The World Values Benchmark: A Moral Compass for Large Language Models (under review)

Excerpt from Abstract: “A behaviour is a function or action that can be observed and can apply to both living and non-living systems. In humans, a moral behaviour is an action guided by underlying values and normative assumptions. In generative AI, a moral behaviour can be considered a generated output that exhibits alignment with some human values and norms. In the case of a machine, the underlying values are reflections of the human biases and perspectives embedded in the training data, or echoes of the perspectives of human annotators used for fine-tuning. How appropriate a model and its generated outputs are for use in a human context is the central question behind many of the evaluation processes designed to measure the biased behaviours of LLMs. Yet, evaluation methods of AI that attempt to measure value-alignments of the outputs usually hold some underlying normative beliefs embedded into the process itself; whether by the chosen metric of success or the test data used to provide the measuring stick. . . The World Values Benchmark (WV-Bench) is a measurement tool that uses existing human data from the World Values Survey (WVS) organization to describe a model’s behaviour in relation to the human behaviour captured in the WVS dataset. The WV-Bench provides information on a model’s alignment to dominant values of various countries as reported by the WVS rather than providing a metric of how ‘right’ or ‘wrong’ the model is. We tested and developed this tool on Google’s PaLM model in November 2022 and believe it represents an alternative approach to most LM evaluations.”

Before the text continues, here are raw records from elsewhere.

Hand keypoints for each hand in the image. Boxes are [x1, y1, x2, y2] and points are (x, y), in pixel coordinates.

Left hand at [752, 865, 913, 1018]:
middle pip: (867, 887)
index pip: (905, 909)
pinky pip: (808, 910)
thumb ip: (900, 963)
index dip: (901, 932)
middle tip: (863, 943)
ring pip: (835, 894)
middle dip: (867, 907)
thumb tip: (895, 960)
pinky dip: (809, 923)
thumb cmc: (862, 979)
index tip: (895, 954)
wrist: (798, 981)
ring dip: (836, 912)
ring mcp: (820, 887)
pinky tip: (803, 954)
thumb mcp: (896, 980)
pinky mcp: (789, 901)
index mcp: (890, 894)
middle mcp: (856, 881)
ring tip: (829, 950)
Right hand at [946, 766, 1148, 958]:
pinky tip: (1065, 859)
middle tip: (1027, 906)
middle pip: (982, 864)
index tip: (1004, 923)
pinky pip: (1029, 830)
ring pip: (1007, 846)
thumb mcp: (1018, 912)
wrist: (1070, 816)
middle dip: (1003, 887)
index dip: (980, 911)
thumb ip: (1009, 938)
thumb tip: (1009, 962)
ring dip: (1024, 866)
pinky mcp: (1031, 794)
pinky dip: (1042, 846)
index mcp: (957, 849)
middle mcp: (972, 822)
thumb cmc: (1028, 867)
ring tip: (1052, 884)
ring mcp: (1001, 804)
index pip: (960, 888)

The Ghost in the Machine has an American Accent: value conflict in GPT-3.  Preprint:

Excerpt from Abstract: “The alignment problem in the context of large language models must consider the plurality of human values in our world. Whilst there are many resonant and overlapping values amongst the world’s cultures, there are also many conflicting, yet equally valid, values. It is important to observe which cultural values a model exhibits, particularly when there is a value conflict between input prompts and generated outputs. We discuss how the co-creation of language and cultural value impacts large language models (LLMs). We explore the constitution of the training data for GPT-3 and compare that to the world’s language and internet access demographics, as well as to reported statistical profiles of dominant values in some Nation-states. . .We observed when values embedded in the input text were mutated in the generated outputs and noted when these conflicting values were more aligned with reported dominant US values.” The work has been cited 10 times.

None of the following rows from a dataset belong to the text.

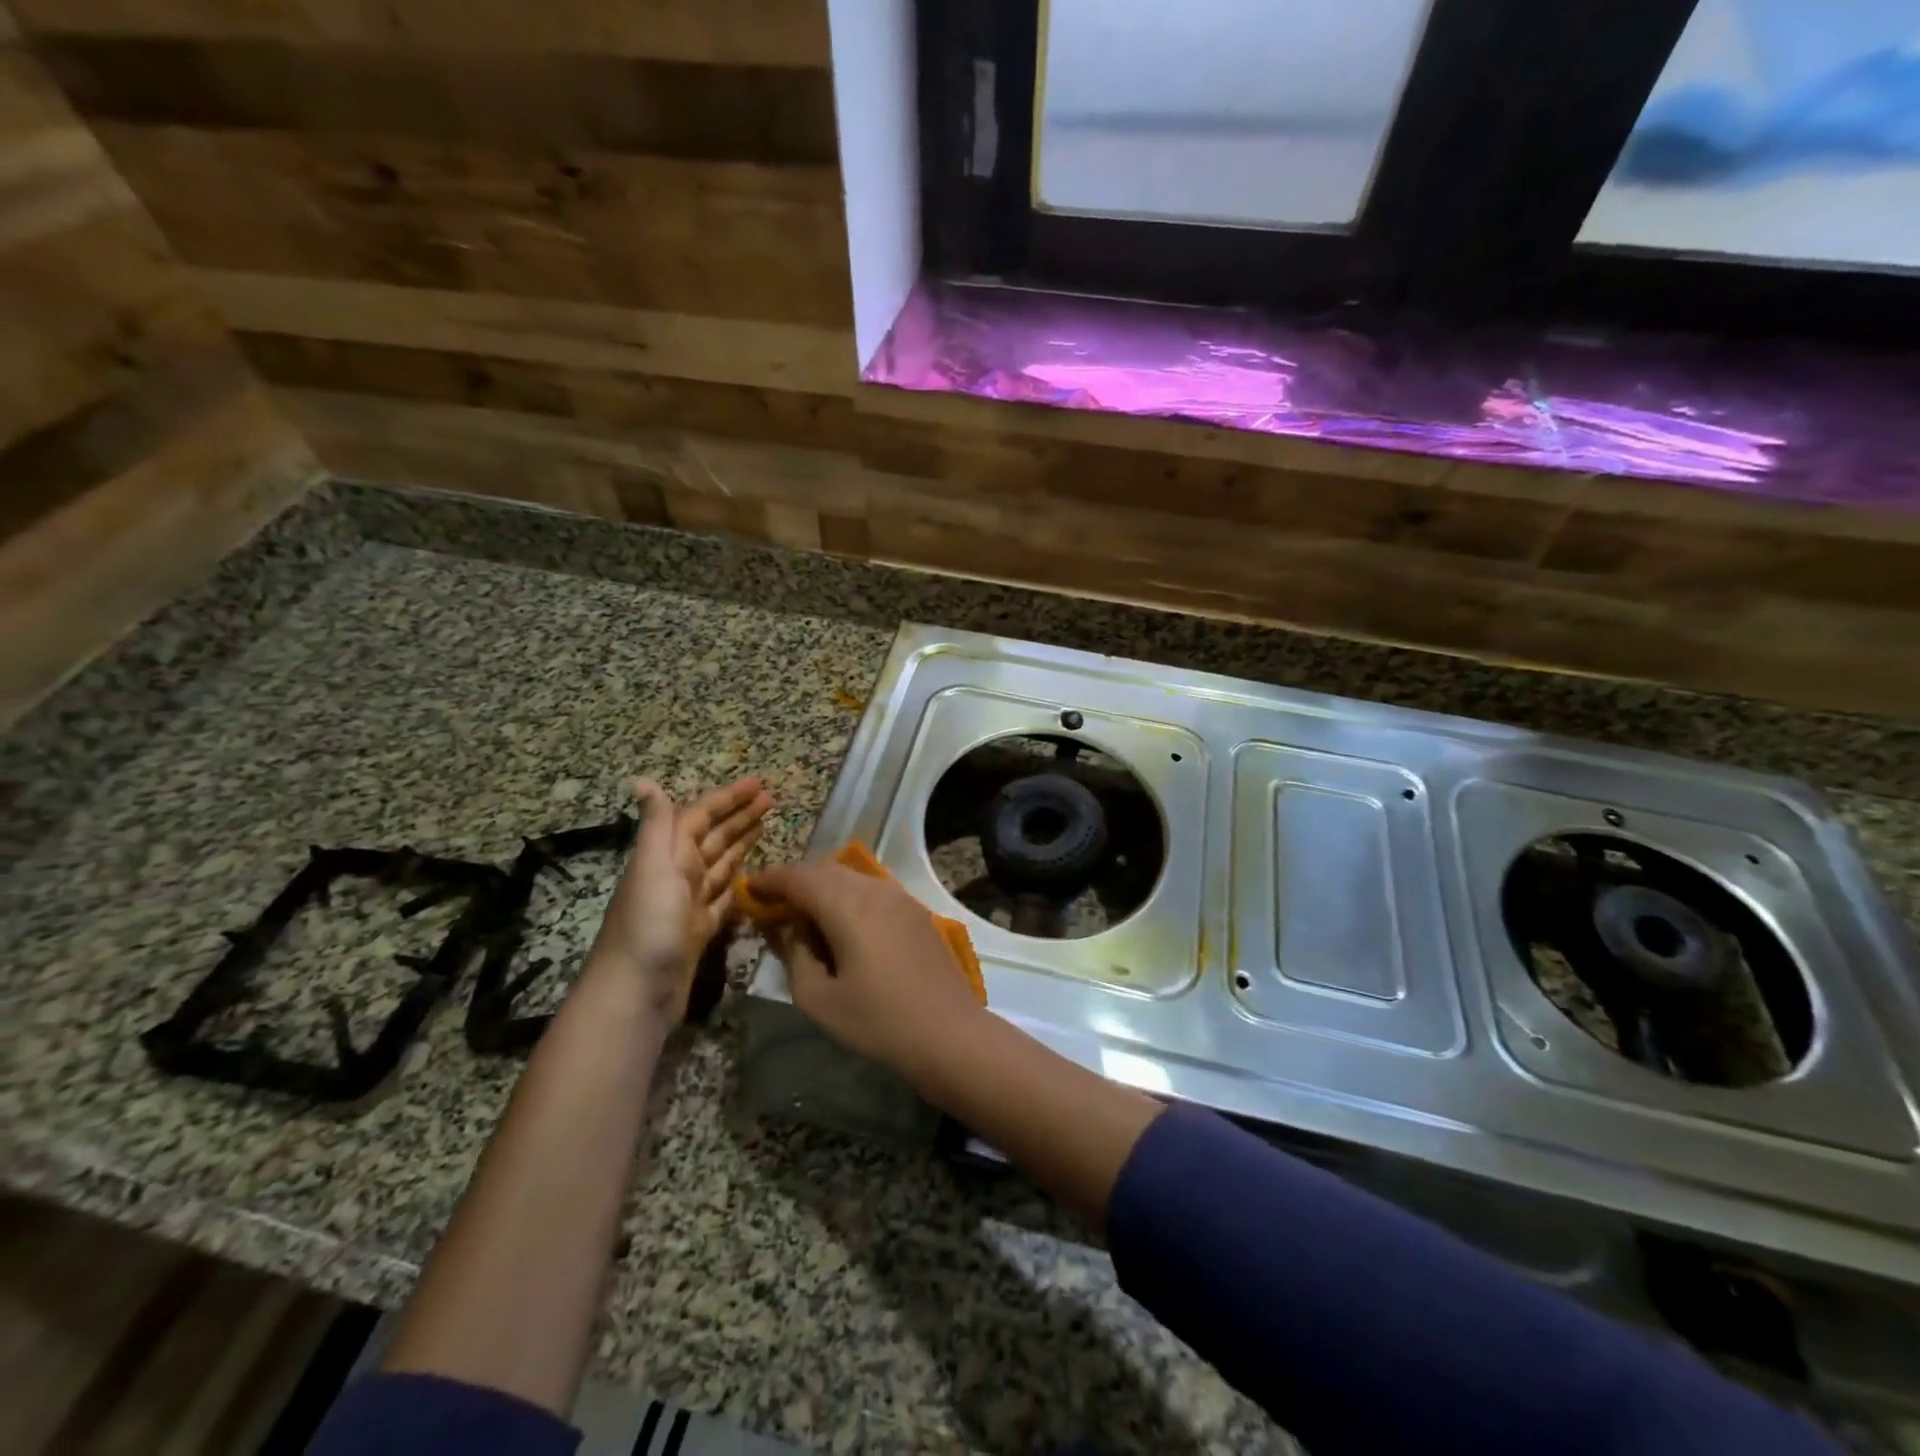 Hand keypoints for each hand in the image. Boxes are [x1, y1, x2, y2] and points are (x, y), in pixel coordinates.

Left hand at [590, 776, 772, 1019]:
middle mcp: (677, 874)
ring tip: (766, 826)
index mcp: (667, 855)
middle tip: (772, 800)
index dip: (727, 799)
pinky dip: (738, 882)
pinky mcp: (700, 929)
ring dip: (741, 843)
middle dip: (740, 816)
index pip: (700, 816)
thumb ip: (657, 826)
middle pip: (713, 837)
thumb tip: (645, 781)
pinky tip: (752, 874)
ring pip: (721, 863)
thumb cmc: (648, 925)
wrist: (636, 993)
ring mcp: (689, 903)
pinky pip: (724, 896)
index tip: (758, 783)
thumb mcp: (652, 868)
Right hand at [747, 862, 987, 1081]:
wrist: (948, 1032)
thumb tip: (788, 930)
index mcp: (847, 905)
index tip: (749, 891)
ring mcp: (899, 897)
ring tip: (803, 915)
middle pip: (825, 870)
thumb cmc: (878, 1022)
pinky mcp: (915, 911)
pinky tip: (841, 924)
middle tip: (772, 904)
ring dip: (822, 887)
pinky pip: (871, 890)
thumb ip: (795, 956)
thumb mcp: (819, 999)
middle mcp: (874, 889)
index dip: (770, 880)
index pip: (799, 877)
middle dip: (795, 881)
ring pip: (850, 877)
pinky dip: (847, 896)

The Quiet Crisis of PhDs and COVID-19: Reaching the Financial Tipping Point.

Excerpt from Abstract: “Before the COVID-19 crisis, existing high levels of financial concerns amongst PhD students increased their vulnerability to disruptive events. Impacts from the pandemic have increased their financial stress to the point that may result in many being forced to exit research studies . . . We found that 75% of students expect to experience financial hardship as a result of the pandemic. Consequently, 45% report being pushed beyond their financial capacities and expect to be forced to disengage from their research within six months.”  The work attracted international media coverage including covering articles in Nature, The Guardian, and The Conversation and has been viewed >7,000 times and has 35 citations. The full impact of the work is described here.

Partnership and Power. Student Participation in Governance Decision-making Improves Perceptions of agentic power.

Excerpt from Abstract: “Developing a strong sense of agentic power is vital for university graduates to succeed in an uncertain future of work and as active citizens of society.  People feel more empowered when they co-construct their environment in partnership with leaders of their organization, which can help foster perceptions of agentic power . . . Results indicated that intervention with the mechanism caused positive shifts in the students’ perceptions of their agentic power (their ability to effect change in their structures).  Before the intervention, 32% of respondents felt involved in the creation of their environment, opposed to 85% after engagement.”